Vitamine

Vitamine von A- Z – Der große Vitamin Ratgeber

 

Vitamine versorgen den Körper mit lebenswichtigen Stoffen, die er für seine einwandfreie Funktion benötigt.

Von 13 Vitaminen sind 11 über die Nahrung zuzuführen, da der Körper diese nicht selbst herstellen kann.

Nur das Vitamin D und K sind mittels Sonneneinstrahlung und Proteinumwandlung ein automatischer Prozess.

Die Unterteilung von fett- und wasserlöslichen Elementen ist dabei wesentlich.

Bedeutung von Vitaminen

Vitaminzugaben unterstützen die Immunabwehr und versorgen Zellen, Blutkörperchen, Knochen und Zähne mit wichtigen Mechanismen für deren einwandfreie Funktion. Aufgrund der vielfältigen Aufgaben besitzen die einzelnen Vitamine grundlegende Bestandteile. Die Wirkung ist darauf spezialisiert, den Stoffwechsel zu aktivieren und zu regulieren. Die Verwertung von Eiweißen, Kohlenhydraten und Mineralstoffen wird dadurch gesteigert, so dass die Energiegewinnung reibungslos abläuft.

Was sind eigentlich Vitamine?

Ohne diese wirksamen organischen Aufbauhelfer funktioniert der systematische körperliche Ablauf nicht. Vitamine helfen Muskeln, Knochen und Zellen sich zu stärken. Kraft schenken diese Stoffe dem Immunsystem, aber auch Haut, Haaren und Nägeln. Freie Radikale fangen dabei die schädlichen Einflüsse ab und verarbeiten sie, so dass der Zugang zu den Organen ausgeschlossen wird. Außer den Vitaminen D und K werden sämtliche Vitamine mit der Nahrung aufgenommen. Vorausgesetzt, die Mischkost ist richtig zusammengestellt, so dass die Basis für eine automatische Umverteilung vorhanden ist.

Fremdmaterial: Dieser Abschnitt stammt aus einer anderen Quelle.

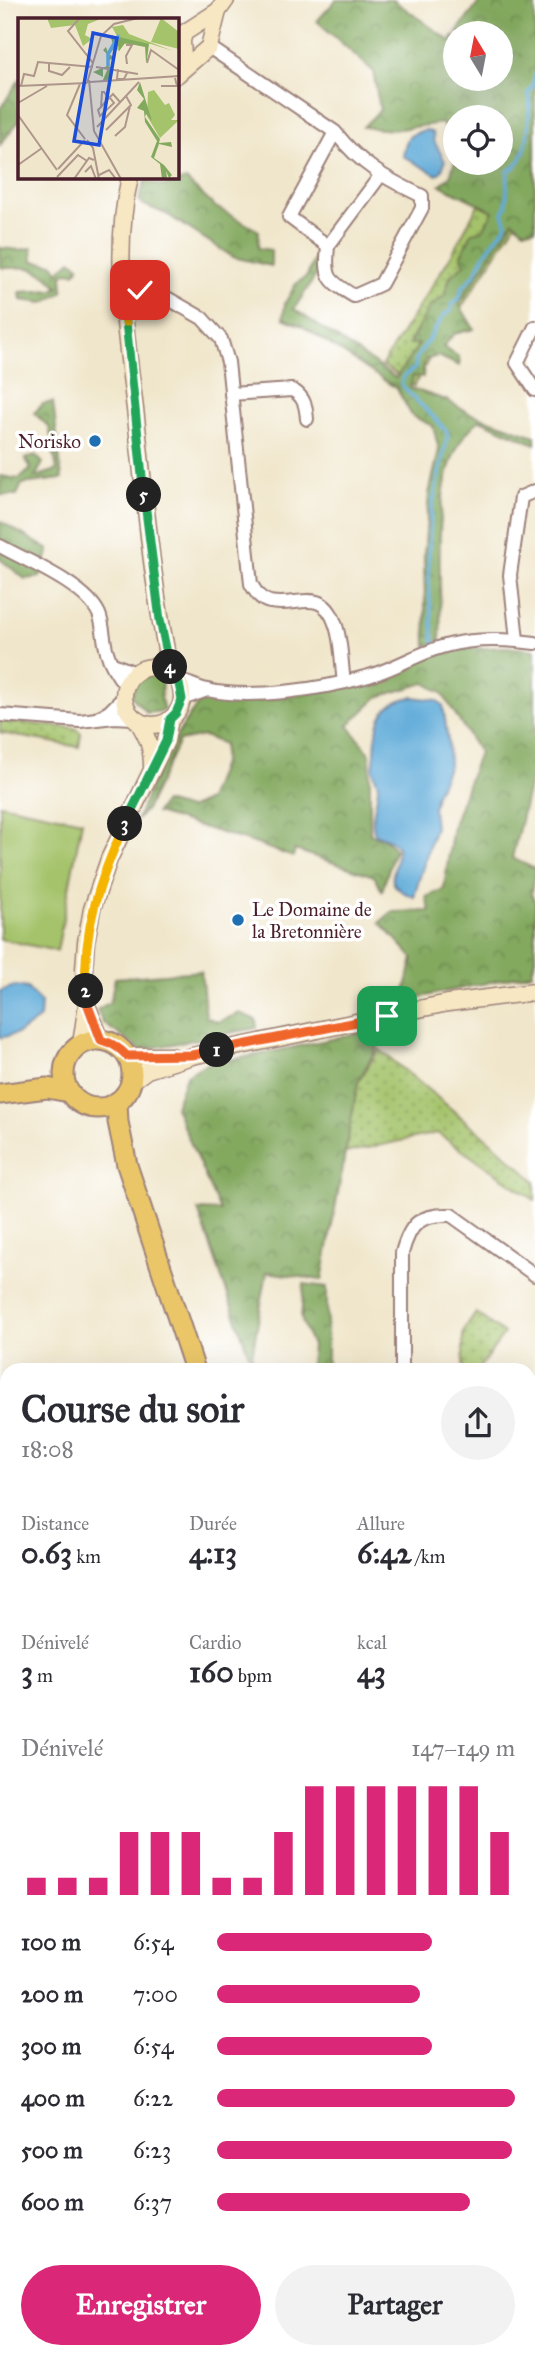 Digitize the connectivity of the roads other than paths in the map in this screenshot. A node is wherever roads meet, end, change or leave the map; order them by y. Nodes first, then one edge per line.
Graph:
1 (222, 6) edge
2 (197, 26) junction
3 (183, 46) junction
4 (207, 47) junction
5 (178, 72) edge
6 (178, 74) edge
7 (335, 132) junction
8 (380, 176) junction
9 (130, 178) edge
10 (328, 246) junction
11 (123, 293) junction
12 (535, 327) edge
13 (535, 390) edge
14 (231, 394) junction
15 (307, 419) dead end
16 (535, 491) edge
17 (0, 546) edge
18 (160, 620) junction
19 (517, 640) junction
20 (535, 643) edge
21 (174, 677) junction
22 (133, 681) junction
23 (344, 682) junction
24 (206, 690) junction
25 (182, 699) junction
26 (0, 715) edge
27 (136, 719) junction
28 (170, 719) junction
29 (93, 720) junction
30 (152, 766) junction
31 (535, 981) edge
32 (535, 992) edge
33 (87, 1003) junction
34 (448, 1003) junction
35 (101, 1040) junction
36 (81, 1044) junction
37 (192, 1055) junction
38 (127, 1056) junction
39 (64, 1071) junction
40 (131, 1082) junction
41 (69, 1092) junction
42 (1, 1094) edge
43 (117, 1102) junction
44 (95, 1108) junction
45 (127, 1166) junction
46 (535, 1275) edge
47 (192, 1363) edge
48 (402, 1363) edge

1 - 2 main road
1 - 4 main road
2 - 3 main road
2 - 4 main road
3 - 4 main road
3 - 5 main road
4 - 6 main road
4 - 7 street
7 - 8 street
7 - 10 street
8 - 10 street
8 - 10 street
9 - 11 main road
11 - 14 street
11 - 18 main road
12 - 13 street
14 - 15 street
14 - 23 street
16 - 19 street
17 - 22 street
18 - 21 main road
18 - 22 main road
19 - 20 street
19 - 23 street
21 - 22 main road
21 - 24 street
21 - 25 main road
22 - 27 main road
22 - 29 street
23 - 24 street
24 - 25 street
25 - 28 main road
26 - 29 street
27 - 28 main road
27 - 29 street
27 - 30 main road
28 - 30 main road
30 - 33 main road
31 - 34 main road
32 - 34 main road
33 - 35 main road
33 - 36 main road
34 - 37 main road
35 - 36 main road
35 - 38 main road
36 - 39 main road
37 - 38 main road
37 - 40 main road
38 - 40 main road
39 - 41 main road
39 - 42 main road
40 - 43 main road
41 - 42 main road
41 - 44 main road
43 - 44 main road
43 - 45 main road
44 - 45 main road
45 - 47 main road
46 - 48 street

Obst und Gemüse wirken als Vitaminbomben, und sind daher wahre Jungbrunnen, da sie in ausgewogener Zusammenstellung sämtliche Vitamine mit weiteren Mineralstoffen in idealer Kombination enthalten. Auch Getreide, Fleisch und Fisch gehören zu diesen Lieferanten, die eine gewinnbringende Zugabe an gesundheitlich vorteilhaften Stoffen bieten. Genauso Milch, und die Produkte daraus, ist hier als beachtliche Vitaminquelle anzusehen. Mit dem Fehlen von Vitaminen über einen längeren Zeitraum in der Nahrungskette, ist ein störungsfreier Ablauf der organisatorischen Körperfunktionen nicht mehr gewährleistet. Zudem ist die aufgenommene Menge ein beachtenswerter Punkt.

Fettlösliche Vitamine

Diese Vitamingruppen werden im Körper gelagert, was zwar einerseits sehr vorteilhaft aussehen kann: Die ständige Verfügbarkeit garantiert eine rundum ausgewogene Versorgung mit diesen Vitaminen. Allerdings hat die Sache auch einen negativen Aspekt, denn gerade durch diese Lagerfähigkeit sitzt der Körper dauerhaft auf diesen Reserven, die mitunter leider schädliche Auswirkungen haben. Infolgedessen sind Beschwerden zu erkennen, die auf dieses Depot an Vitaminen zurückzuführen sind.

Die fettlöslichen Vitamine sind:

Wasserlösliche Vitamine

Dadurch, dass der menschliche Organismus keine wasserlöslichen Vitamine speichert – oder zumindest nur in sehr eingeschränkter Form –, ist eine dauerhafte Zuführung ein wesentlicher Punkt, um eine optimale Versorgung zu gewährleisten. Außer dem Vitamin B12, welches in der Leber gelagert wird, kann der Körper keine weiteren Vitamine zur optimalen Rundumversorgung herstellen bzw. verwahren.

Die wasserlöslichen Vitamine sind:

Vitaminlexikon

Eine ausgewählte Liste zeigt die beschwerdeführenden Symptome auf, die bei einer mangelnden Aufnahme an den wichtigen Vitaminen auftreten können. Dazu ist deren Aufgabe genau beschrieben, so dass die Funktionalität mit der jeweiligen Nahrungsaufnahme leicht erkannt wird. Die empfohlene Tagesdosis für die unterschiedlichen Personengruppen gibt einen zusätzlichen Aufschluss über die Wirksamkeit der Vitamine.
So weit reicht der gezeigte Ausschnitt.